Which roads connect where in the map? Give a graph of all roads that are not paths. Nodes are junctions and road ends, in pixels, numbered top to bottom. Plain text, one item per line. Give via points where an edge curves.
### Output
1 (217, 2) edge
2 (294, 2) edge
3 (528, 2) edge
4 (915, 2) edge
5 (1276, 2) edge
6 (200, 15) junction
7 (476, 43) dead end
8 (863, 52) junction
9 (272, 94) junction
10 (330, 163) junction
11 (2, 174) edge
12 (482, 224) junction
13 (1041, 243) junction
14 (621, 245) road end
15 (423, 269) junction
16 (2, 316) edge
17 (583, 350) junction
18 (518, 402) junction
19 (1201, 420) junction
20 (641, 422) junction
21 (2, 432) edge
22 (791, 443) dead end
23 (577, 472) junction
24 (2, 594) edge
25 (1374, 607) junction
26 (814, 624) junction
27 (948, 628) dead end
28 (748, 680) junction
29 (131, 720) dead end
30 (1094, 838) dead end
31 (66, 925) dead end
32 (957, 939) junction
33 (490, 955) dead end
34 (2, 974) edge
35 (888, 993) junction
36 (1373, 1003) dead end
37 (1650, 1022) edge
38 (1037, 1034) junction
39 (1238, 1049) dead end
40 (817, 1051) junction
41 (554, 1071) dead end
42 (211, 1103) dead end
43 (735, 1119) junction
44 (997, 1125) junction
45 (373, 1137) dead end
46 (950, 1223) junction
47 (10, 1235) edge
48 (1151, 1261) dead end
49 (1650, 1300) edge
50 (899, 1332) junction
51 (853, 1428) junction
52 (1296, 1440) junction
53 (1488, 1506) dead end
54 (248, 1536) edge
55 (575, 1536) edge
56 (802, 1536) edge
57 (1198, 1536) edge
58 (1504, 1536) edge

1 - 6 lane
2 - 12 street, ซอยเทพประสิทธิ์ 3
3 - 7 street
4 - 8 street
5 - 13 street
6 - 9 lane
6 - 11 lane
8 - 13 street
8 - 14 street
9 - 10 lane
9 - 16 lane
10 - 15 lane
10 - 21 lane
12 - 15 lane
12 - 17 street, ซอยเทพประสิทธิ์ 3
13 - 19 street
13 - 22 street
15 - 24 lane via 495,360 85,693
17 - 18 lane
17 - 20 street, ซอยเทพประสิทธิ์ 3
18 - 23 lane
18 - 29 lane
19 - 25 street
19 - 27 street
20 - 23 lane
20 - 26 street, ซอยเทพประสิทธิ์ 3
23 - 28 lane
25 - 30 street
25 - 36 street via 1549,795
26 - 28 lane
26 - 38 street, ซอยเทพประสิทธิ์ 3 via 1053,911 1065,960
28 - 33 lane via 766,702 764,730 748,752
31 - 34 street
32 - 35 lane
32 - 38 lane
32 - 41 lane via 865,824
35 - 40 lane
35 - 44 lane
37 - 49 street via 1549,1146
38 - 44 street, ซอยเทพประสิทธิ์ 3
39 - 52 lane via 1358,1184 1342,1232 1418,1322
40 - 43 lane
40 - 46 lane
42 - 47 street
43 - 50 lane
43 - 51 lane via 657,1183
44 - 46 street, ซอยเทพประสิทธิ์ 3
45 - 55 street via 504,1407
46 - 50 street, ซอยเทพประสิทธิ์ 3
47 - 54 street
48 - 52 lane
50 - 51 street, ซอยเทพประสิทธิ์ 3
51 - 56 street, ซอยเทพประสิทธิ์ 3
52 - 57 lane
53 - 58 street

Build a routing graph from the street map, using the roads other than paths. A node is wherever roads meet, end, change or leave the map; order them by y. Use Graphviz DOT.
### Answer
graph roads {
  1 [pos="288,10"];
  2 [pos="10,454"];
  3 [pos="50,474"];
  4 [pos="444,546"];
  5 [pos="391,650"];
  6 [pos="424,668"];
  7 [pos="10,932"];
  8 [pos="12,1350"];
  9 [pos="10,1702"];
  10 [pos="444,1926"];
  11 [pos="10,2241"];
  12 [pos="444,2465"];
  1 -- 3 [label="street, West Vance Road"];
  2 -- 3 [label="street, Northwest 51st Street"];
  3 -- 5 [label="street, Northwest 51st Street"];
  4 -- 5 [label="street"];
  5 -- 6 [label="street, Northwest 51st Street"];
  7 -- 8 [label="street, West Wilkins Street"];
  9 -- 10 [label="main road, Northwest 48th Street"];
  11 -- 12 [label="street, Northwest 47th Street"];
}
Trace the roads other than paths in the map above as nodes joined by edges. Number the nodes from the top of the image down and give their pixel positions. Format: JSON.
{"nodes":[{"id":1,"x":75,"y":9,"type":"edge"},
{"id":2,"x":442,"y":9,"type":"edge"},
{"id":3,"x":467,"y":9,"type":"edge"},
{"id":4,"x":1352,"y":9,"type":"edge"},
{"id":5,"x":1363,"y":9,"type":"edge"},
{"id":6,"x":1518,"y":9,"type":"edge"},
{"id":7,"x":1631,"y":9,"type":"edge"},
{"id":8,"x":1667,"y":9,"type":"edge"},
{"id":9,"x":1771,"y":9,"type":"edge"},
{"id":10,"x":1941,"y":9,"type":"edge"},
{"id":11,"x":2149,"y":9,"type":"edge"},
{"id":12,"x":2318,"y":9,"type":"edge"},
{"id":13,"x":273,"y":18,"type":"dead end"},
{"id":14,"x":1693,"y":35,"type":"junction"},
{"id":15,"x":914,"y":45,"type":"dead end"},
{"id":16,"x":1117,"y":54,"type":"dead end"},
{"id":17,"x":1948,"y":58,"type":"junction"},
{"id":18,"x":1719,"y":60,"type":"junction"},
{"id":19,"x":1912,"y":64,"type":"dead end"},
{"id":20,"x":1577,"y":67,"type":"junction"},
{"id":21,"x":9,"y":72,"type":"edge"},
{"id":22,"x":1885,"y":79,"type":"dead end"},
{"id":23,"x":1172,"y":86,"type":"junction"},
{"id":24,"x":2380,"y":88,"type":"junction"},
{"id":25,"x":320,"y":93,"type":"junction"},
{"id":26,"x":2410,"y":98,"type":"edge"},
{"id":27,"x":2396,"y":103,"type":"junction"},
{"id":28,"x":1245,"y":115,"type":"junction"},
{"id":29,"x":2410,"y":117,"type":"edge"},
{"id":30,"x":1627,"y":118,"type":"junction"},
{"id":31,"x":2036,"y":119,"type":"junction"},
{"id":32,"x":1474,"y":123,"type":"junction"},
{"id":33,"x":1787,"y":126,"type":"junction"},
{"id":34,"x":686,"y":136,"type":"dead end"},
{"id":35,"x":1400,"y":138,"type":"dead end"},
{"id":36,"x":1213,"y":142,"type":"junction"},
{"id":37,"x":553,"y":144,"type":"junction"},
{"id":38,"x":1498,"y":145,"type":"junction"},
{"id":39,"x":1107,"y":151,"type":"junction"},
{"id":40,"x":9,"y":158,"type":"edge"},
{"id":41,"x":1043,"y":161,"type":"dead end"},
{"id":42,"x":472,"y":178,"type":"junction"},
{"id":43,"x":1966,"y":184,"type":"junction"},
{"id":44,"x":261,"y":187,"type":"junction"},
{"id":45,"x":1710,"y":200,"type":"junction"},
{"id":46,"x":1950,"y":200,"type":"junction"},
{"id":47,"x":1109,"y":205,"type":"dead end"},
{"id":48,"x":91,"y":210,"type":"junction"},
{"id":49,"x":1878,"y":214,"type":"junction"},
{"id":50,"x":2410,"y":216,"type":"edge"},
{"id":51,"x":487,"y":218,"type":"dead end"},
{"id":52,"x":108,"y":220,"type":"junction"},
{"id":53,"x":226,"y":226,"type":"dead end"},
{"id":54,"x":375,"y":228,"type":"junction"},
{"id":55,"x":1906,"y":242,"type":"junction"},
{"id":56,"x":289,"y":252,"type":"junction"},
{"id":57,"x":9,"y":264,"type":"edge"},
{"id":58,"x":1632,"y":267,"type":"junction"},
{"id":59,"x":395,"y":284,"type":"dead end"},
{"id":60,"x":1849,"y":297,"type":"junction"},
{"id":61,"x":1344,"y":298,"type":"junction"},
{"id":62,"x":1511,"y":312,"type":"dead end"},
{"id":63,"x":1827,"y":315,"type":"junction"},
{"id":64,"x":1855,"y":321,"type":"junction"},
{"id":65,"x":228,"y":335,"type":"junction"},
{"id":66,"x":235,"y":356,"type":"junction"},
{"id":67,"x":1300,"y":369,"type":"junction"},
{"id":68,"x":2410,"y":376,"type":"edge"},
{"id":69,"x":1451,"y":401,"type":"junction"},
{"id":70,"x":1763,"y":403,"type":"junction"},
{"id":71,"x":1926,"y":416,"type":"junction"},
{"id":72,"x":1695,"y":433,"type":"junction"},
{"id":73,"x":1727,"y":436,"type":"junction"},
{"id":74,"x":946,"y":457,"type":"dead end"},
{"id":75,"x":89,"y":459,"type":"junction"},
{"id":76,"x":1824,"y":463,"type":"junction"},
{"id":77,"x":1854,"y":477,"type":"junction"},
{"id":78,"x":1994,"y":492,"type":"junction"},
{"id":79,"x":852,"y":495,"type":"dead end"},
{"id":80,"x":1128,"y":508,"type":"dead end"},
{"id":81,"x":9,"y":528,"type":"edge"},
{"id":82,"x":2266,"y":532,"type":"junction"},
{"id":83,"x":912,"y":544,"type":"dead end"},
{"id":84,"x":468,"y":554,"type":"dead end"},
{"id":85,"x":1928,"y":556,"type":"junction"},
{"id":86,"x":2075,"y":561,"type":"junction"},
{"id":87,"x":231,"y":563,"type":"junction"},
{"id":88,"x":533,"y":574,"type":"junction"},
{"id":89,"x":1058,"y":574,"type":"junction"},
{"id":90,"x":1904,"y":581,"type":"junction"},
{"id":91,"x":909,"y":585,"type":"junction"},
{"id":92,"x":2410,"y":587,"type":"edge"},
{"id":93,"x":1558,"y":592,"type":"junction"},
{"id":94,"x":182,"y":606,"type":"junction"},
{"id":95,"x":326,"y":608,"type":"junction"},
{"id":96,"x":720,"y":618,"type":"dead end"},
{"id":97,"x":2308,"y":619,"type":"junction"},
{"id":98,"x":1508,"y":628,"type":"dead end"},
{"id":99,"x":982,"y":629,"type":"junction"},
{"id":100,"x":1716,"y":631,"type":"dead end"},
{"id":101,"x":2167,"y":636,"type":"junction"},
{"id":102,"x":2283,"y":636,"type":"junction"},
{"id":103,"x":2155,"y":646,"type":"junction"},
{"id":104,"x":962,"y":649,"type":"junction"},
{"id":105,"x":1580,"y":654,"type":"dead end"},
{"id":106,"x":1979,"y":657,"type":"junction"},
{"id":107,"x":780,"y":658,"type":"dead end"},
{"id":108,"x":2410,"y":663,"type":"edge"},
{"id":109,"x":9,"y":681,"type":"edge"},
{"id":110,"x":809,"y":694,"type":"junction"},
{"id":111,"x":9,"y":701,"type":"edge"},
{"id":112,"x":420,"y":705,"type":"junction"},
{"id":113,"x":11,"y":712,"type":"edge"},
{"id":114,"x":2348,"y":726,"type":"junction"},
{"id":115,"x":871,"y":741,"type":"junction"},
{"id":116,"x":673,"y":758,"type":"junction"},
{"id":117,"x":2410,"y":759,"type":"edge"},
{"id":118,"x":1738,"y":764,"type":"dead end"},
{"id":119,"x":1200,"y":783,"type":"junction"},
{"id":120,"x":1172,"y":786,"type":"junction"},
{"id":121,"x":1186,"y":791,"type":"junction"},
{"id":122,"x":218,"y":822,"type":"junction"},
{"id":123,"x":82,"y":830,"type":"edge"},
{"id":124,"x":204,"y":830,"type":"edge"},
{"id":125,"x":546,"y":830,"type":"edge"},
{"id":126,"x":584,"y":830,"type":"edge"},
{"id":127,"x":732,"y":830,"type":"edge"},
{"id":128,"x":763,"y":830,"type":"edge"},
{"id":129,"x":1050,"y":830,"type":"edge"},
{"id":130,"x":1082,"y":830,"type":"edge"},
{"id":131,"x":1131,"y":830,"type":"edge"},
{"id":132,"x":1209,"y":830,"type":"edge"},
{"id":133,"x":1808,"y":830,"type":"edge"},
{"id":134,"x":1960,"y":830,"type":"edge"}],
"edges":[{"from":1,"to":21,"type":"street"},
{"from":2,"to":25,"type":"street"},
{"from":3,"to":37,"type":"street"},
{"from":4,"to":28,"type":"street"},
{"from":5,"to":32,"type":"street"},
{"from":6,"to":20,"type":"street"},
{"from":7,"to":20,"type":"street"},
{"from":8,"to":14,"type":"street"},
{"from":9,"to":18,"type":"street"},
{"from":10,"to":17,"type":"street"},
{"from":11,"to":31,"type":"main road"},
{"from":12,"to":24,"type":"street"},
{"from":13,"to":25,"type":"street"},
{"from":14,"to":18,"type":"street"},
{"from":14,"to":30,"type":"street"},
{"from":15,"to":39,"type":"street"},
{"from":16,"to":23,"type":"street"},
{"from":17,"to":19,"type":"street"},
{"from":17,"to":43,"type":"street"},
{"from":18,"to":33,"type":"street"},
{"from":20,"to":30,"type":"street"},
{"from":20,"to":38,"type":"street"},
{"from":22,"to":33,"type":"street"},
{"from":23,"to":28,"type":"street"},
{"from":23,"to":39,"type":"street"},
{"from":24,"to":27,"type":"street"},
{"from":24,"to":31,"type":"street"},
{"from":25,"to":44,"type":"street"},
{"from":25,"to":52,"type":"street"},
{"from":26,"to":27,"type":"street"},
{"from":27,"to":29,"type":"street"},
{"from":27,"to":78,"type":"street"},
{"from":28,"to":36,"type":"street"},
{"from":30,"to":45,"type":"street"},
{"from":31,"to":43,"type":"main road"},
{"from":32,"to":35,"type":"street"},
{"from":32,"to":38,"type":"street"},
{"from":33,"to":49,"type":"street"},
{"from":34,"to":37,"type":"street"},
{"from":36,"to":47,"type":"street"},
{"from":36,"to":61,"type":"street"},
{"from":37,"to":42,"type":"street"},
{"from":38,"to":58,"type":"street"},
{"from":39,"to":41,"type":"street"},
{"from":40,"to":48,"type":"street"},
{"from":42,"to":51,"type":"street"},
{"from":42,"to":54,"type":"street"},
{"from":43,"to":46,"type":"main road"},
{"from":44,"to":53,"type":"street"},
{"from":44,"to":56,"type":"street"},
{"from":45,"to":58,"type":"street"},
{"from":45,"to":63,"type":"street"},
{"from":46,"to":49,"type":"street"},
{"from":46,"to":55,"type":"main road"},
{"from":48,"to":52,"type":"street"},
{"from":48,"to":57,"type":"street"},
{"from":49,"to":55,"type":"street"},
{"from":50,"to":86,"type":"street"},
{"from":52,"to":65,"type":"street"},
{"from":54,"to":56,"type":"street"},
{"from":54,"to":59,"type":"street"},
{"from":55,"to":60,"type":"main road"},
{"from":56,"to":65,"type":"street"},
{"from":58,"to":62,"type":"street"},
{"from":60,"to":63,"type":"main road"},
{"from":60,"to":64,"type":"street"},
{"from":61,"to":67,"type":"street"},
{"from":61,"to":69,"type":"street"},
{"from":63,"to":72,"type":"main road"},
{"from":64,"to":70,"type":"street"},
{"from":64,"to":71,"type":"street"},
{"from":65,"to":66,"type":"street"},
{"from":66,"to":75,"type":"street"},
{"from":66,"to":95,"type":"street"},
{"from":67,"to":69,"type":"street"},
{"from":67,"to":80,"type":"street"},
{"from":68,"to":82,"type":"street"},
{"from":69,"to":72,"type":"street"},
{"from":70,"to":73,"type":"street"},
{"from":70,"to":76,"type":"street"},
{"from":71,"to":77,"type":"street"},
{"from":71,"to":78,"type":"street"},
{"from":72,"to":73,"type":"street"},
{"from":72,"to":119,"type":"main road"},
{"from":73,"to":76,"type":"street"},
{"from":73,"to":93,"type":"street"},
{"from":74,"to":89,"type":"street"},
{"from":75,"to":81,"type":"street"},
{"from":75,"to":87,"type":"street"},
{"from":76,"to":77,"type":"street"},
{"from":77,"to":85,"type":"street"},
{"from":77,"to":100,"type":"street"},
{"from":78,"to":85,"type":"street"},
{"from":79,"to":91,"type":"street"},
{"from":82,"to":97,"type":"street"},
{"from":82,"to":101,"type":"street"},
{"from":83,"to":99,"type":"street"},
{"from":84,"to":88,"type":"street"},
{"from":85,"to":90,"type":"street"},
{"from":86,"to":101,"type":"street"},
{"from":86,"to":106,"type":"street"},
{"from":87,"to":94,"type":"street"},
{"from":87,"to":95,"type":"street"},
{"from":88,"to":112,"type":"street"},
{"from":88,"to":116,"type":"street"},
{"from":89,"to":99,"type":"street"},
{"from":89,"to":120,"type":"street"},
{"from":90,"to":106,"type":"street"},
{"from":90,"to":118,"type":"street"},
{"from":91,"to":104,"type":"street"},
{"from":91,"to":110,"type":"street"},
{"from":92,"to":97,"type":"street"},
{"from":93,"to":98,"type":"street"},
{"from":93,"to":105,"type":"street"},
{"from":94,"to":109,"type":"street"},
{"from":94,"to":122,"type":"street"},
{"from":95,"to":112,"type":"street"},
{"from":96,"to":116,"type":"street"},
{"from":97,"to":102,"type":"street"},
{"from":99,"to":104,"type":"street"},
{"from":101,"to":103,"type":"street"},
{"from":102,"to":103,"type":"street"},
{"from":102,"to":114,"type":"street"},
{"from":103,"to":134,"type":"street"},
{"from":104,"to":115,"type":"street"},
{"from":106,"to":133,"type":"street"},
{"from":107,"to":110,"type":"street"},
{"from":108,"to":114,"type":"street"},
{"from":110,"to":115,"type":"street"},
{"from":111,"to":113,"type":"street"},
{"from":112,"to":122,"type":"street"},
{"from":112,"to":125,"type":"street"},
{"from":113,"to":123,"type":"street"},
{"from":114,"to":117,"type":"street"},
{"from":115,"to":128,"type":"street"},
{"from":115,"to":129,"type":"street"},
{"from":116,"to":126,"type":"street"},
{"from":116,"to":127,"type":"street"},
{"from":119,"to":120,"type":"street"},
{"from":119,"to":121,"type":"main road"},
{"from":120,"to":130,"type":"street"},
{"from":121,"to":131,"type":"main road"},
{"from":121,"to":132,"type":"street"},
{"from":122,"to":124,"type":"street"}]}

BRIEF
Find the word "graph" in the entries, and copy every line it shows up in.

OUTPUT FOR THIS EXERCISE
Which roads connect where in the map? Give a graph of all roads that are not paths. Nodes are junctions and road ends, in pixels, numbered top to bottom. Plain text, one item per line. Give via points where an edge curves.
Build a routing graph from the street map, using the roads other than paths. A node is wherever roads meet, end, change or leave the map; order them by y. Use Graphviz DOT.
graph roads {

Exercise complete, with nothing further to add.